When the AMR_analysis job runs it outputs results in json format with an entry for each of the database columns associated with the AMR application. In the case of the JSON formatted columns this contains a dictionary with a full record of the output from the AMR app.

Within enterobase-web the jobs are handled by the jos/jobs.py:AMRanalysisJob class, whose process_job method looks for json entries that match the list of columns listed in AMR_paramMappings. If there is a match then it looks for results that match the list of parameters for the column in AMR_paramMappings, strips off the key and converts the results to a list which is then stored in the database.

The way that the JSONB results are displayed is determined by the data_param entries for the GUI

Heading
tabname name mlst_field display_order label datatype group_name
AMR_analysis Trimethoprim amrfinder_results,Trimethoprim 13 Trimethoprim text  
AMR_analysis Quaternary_ammonium amrfinder_results,Quaternary_ammonium 10 Quaternary ammonium text hidden
AMR_analysis Beta-lactam:BETA-LACTAM amrfinder_results,Beta-lactam:BETA-LACTAM 8 Penicllin text  
AMR_analysis amrfinder_results log,amrfinder_results 10 AMR detailed data text hidden
AMR_analysis amrfinder_db_version log,amrfinder_db_version 22 AMR database version text  

There should be an entry for each json entry passed back from CRobot where the mlst_field starts with ‘log.’, indicating that the data is derived from the log section created by the CRobot job. In the case of JSON data, this should be hidden by setting the group_name to ‘hidden’. The mlst_field for GUI columns that are derived from JSON data should start with the name of the JSON column (amrfinder_results in the previous example, and then the class to be displayed in the column. If a specific class/subclass combination is to be displayed the class and subclass should be listed, separated by a colon. If multiple subclasses are to be included they should be added, separated by further colons. If there is an entry without any subclasses for a class where there is a column for the same class which is specific to a subclass then it will list genes that associated with other subclasses.

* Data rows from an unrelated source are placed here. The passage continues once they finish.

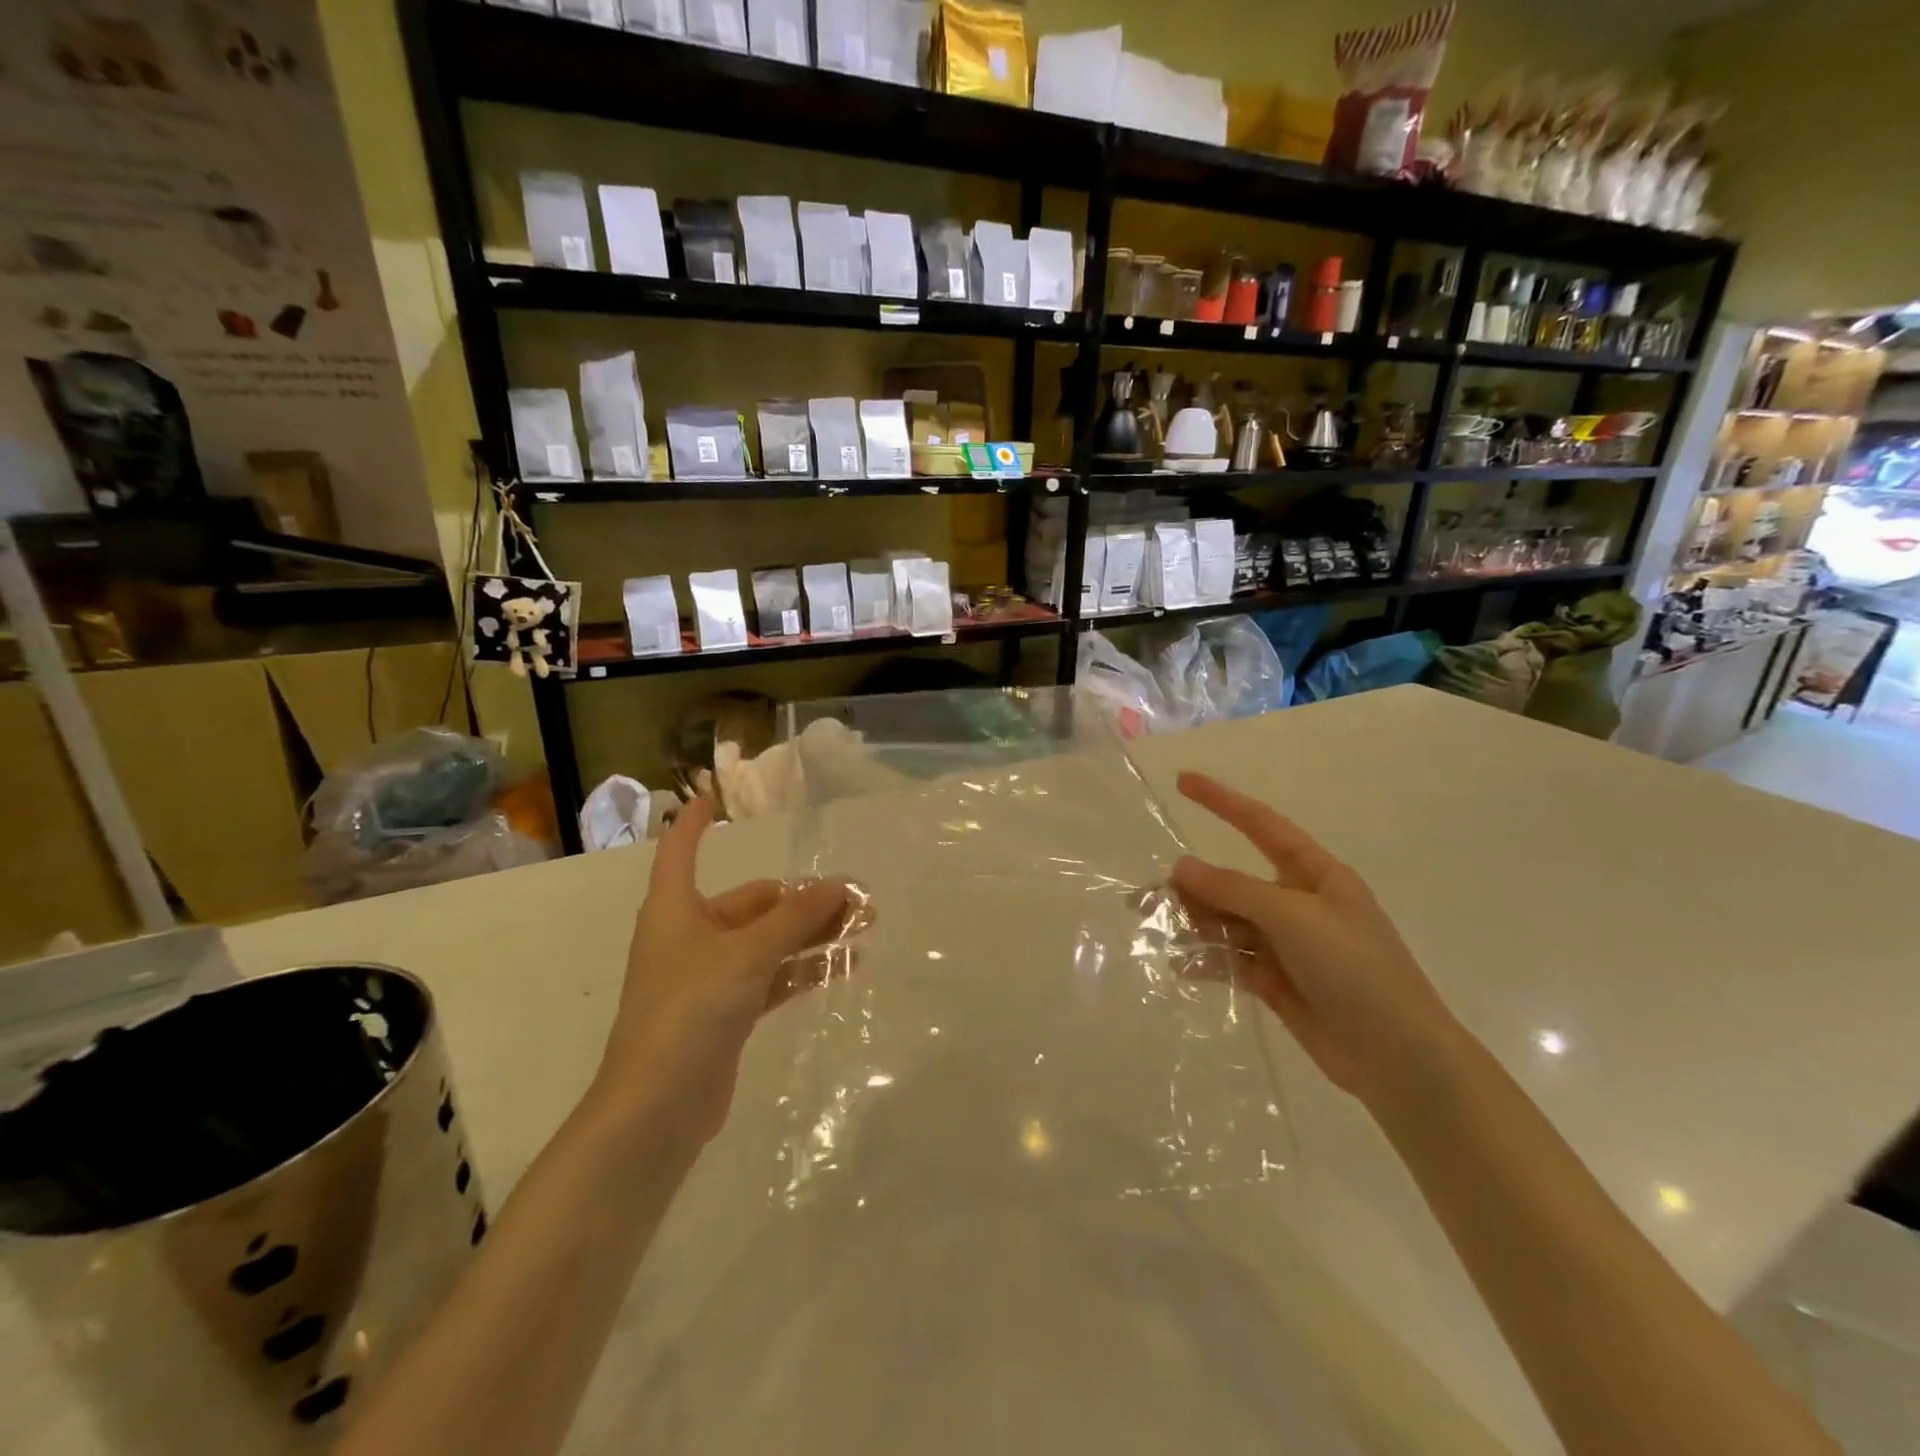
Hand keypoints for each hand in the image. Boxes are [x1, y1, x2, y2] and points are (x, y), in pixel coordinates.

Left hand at [599, 798, 849, 1140]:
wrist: (657, 1108)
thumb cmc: (690, 1010)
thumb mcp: (747, 954)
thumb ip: (795, 918)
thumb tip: (838, 885)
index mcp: (676, 909)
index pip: (681, 850)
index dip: (694, 821)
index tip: (714, 796)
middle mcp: (690, 935)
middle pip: (753, 902)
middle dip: (804, 899)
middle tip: (858, 899)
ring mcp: (709, 976)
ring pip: (768, 941)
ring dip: (811, 933)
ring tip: (864, 927)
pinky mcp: (726, 1013)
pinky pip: (771, 976)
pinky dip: (803, 969)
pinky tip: (844, 965)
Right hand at [1169, 771, 1462, 1108]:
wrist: (1398, 1058)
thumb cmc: (1355, 970)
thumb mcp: (1293, 917)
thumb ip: (1234, 890)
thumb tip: (1182, 866)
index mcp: (1315, 875)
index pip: (1261, 825)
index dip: (1222, 801)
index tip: (1183, 781)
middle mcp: (1298, 904)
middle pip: (1233, 881)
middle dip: (1192, 885)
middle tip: (1147, 897)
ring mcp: (1287, 945)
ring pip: (1227, 921)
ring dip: (1194, 923)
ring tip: (1159, 930)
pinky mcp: (1277, 982)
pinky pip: (1232, 960)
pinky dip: (1207, 960)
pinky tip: (1181, 965)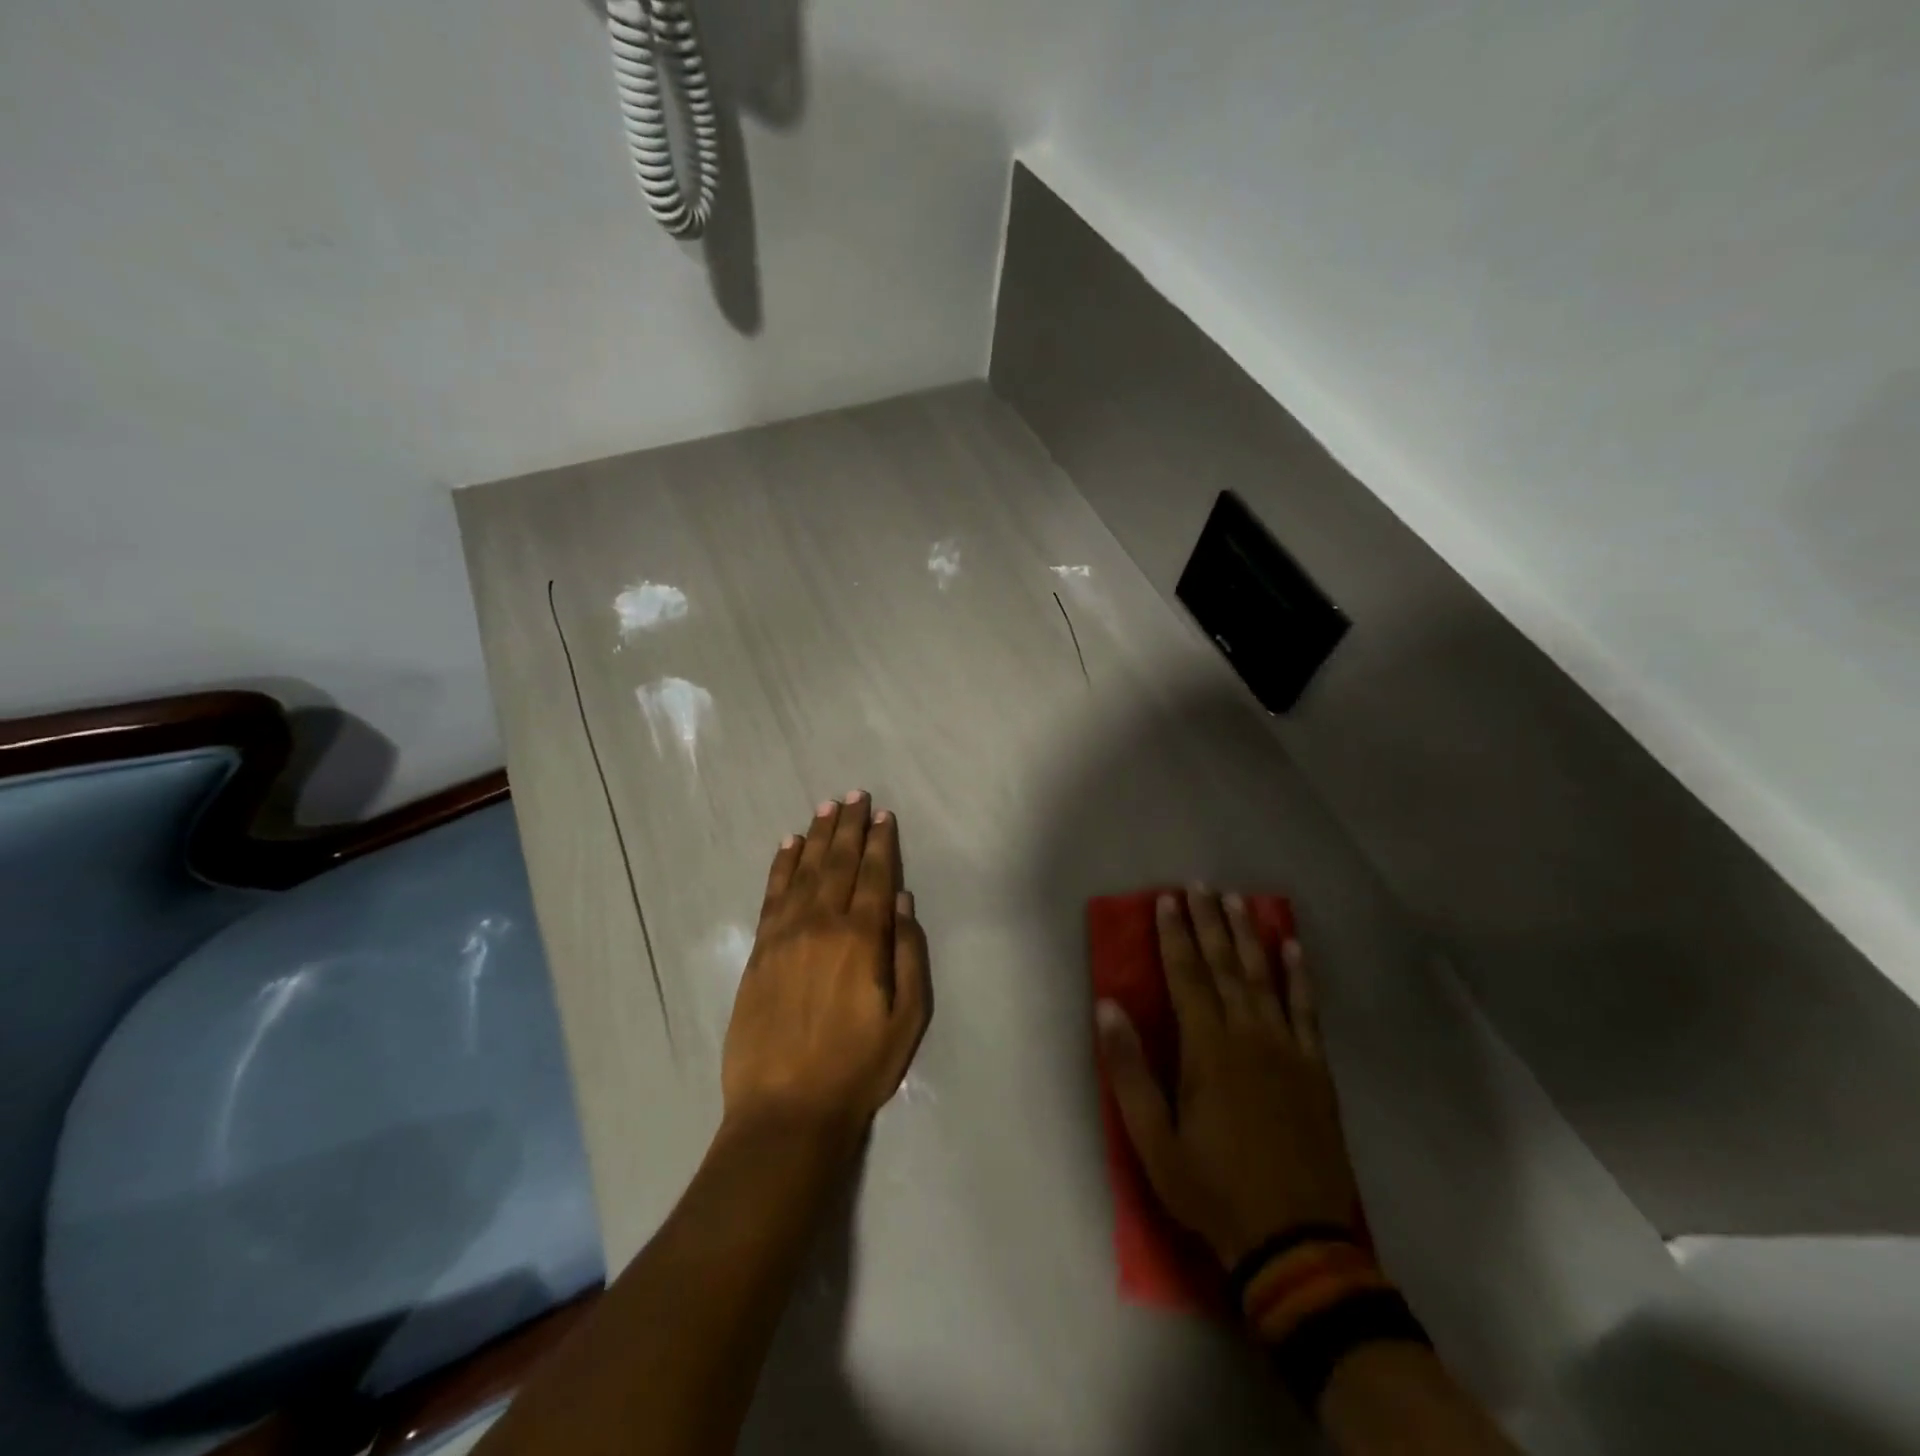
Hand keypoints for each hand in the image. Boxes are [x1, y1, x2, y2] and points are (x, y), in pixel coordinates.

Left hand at [722, 793, 931, 1147]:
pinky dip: (782, 866)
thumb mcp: (907, 1019)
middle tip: (856, 795)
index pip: (876, 876)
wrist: (785, 1110)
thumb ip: (908, 954)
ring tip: (827, 808)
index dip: (882, 843)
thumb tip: (903, 902)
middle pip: (839, 863)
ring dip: (818, 836)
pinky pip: (772, 894)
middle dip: (851, 827)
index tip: (884, 814)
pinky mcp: (759, 950)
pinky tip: (789, 845)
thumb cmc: (857, 1068)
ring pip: (805, 871)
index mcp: (862, 938)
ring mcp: (785, 934)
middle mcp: (822, 924)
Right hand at [1097, 889, 1361, 1268]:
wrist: (1295, 1242)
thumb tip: (1108, 1006)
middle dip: (1210, 922)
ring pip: (1265, 977)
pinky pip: (1307, 1009)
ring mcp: (1287, 1049)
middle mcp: (1249, 1035)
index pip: (1186, 975)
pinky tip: (1294, 948)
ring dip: (1250, 936)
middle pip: (1225, 965)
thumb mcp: (1153, 1140)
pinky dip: (1300, 976)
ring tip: (1240, 901)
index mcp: (1207, 1048)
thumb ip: (1128, 1070)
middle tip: (1201, 885)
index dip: (1174, 935)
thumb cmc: (1212, 1188)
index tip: (1166, 900)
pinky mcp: (1315, 1069)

Searching for and retrieving AMR results is handled by ExtraFuncs/query_funcs.py/process_amr_analysis_query. The search string returned from the GUI is in standard SQL format, but as the data can be in JSONB format the code converts the standard SQL into postgresSQL that specific for JSONB data. Note that in some cases the query may include some additional entries in that it is not possible to create JSONB queries that are a perfect match to what was specified on the GUI.

When the ‘eye’ is clicked on the GUI the main/views.py:get_amr_details_by_assembly_id code outputs all of the data in the database, adding labels to the list of values and not using the class/subclass groupings used by the GUI.

The AMR analysis data can also be accessed by the API2. When this is done all of the columns in the database are output in their raw form, ie without post processing to add labels to the list of parameters for each gene. This is to minimise the CPU and bandwidth when outputting data for large numbers of strains.